RAMALLAH (Ma'an) -- Thousands of Palestinians marched through Ramallah in the central occupied West Bank for the funeral of 17-year-old Jassem Muhammad Nakhla on Tuesday, a day after the teen succumbed to wounds
he sustained on March 23 when he was shot by Israeli forces.
Nakhla died in an Israeli hospital in Tel Aviv after Israeli forces shot him in the head and foot
when he was in a vehicle with three other young Palestinians, who the Israeli army accused of throwing Molotov cocktails at the illegal Israeli settlement of Beit El, located next to al-Jalazun refugee camp north of Ramallah city.
One of the other youths, 17-year-old Muhammad Mahmoud Ibrahim al-Hattab, died that day, while the two others, Muhammad Hattab, 18, and Muhammad Moussa Nakhla, 18, were also seriously wounded.
Medical sources told Ma’an on Monday that Nakhla had been clinically dead since he was injured, and had been kept on life support since.
The funeral set off from the Palestine Medical Center, where mourners carried Nakhla’s body, wrapped in the Palestinian flag, through the main streets of Ramallah and finally to al-Jalazun.
Nakhla’s body was taken to his family house in the refugee camp, where family members said their final goodbyes before the teen’s body was taken to the camp’s mosque and then to the camp’s cemetery for burial.
Meanwhile, the Palestinian Authority (PA) said on Tuesday that it held the Israeli government responsible for Nakhla’s death, with PA spokesman Tariq Rishmawi writing in a statement that Israel was perpetuating its "successive crimes" against the Palestinian people and turning a blind eye to international law.
"This crime won't be the last as long as the international community remains silent," Rishmawi said of Nakhla’s death.
Rishmawi urged the international community and human rights organizations to coerce Israel into ceasing its ongoing violations against the Palestinian people, especially children.
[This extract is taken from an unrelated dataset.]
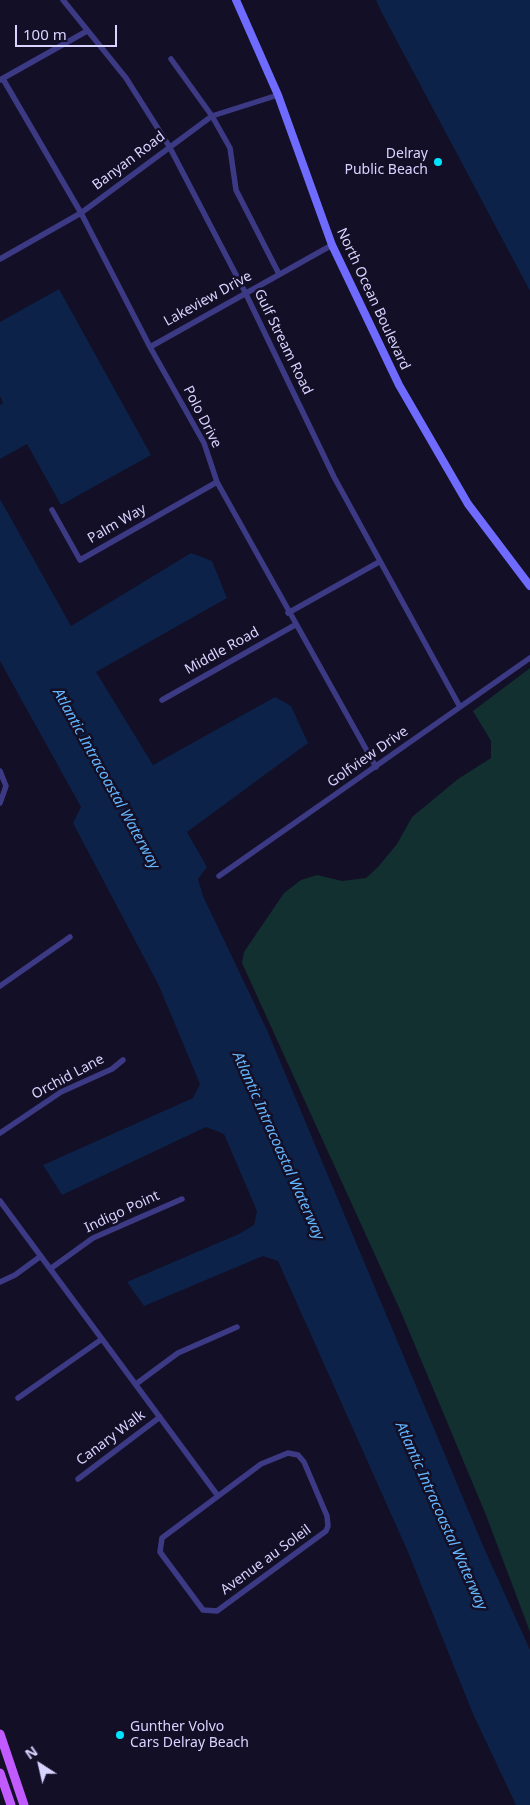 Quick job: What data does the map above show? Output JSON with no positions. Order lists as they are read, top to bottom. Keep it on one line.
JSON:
{"streets":{"main road":["North Ocean Boulevard"],"street":["Banyan Road","Lakeview Drive","Gulf Stream Road","Polo Drive","Palm Way","Middle Road","Golfview Drive","Orchid Lane","Indigo Point","Canary Walk","Avenue au Soleil"]},"crossings":[["Banyan Road","North Ocean Boulevard"],["Banyan Road","Gulf Stream Road"],["Banyan Road","Polo Drive"],["Lakeview Drive","North Ocean Boulevard"],["Lakeview Drive","Gulf Stream Road"],["Lakeview Drive","Polo Drive"],["Gulf Stream Road","Golfview Drive"],["Polo Drive","Palm Way"],["Polo Drive","Middle Road"],["Polo Drive","Golfview Drive"]],"water":["Atlantic Intracoastal Waterway"],"places":["Delray Public Beach","Gunther Volvo Cars Delray Beach"],"scale_bar":"100 m","north":"top left"}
The PA also denounced Israel's "systematic assault" against Palestinians.
The circumstances of the shooting of the al-Jalazun teens have been highly contested. An Israeli army spokesperson had claimed that the boys were throwing Molotov cocktails at Beit El settlement, and that the four were outside of their car when they were shot.
However, locals told Ma'an at the time that Israeli soldiers in a military tower near the entrance of al-Jalazun fired heavily towards the teens’ vehicle while they were still inside the vehicle, with video and photographic footage taken by locals at the scene following the shooting showed the car riddled with bullets, windows shattered, and blood staining the seats.
When questioned by Ma’an in March about how the teens could have re-entered their car and driven away from the scene after being injured with multiple rounds of live fire to the head and chest, the Israeli army spokesperson said she could not comment.
The Israeli army did not immediately respond to a request for comment on Monday about Nakhla’s passing, nor about whether an Israeli investigation into the shooting had yielded any results.
Nakhla is the 18th Palestinian to be confirmed killed by Israeli forces this year, and marked the sixth time that Israeli forces fatally shot a Palestinian minor since the beginning of 2017, according to Ma'an documentation.
However, the Israeli versions of events have been heavily contested. Similar to the al-Jalazun case, video evidence and investigations led rights groups to brand the killing of 17-year-old Qusay Hassan al-Umour in January as unlawful and unjustified.
Activists and rights groups have long denounced what they have termed a "shoot-to-kill" policy against Palestinians who did not constitute a threat at the time of their death, or who could have been subdued in a non-lethal manner -- amid a backdrop of impunity for Israelis who committed the killings.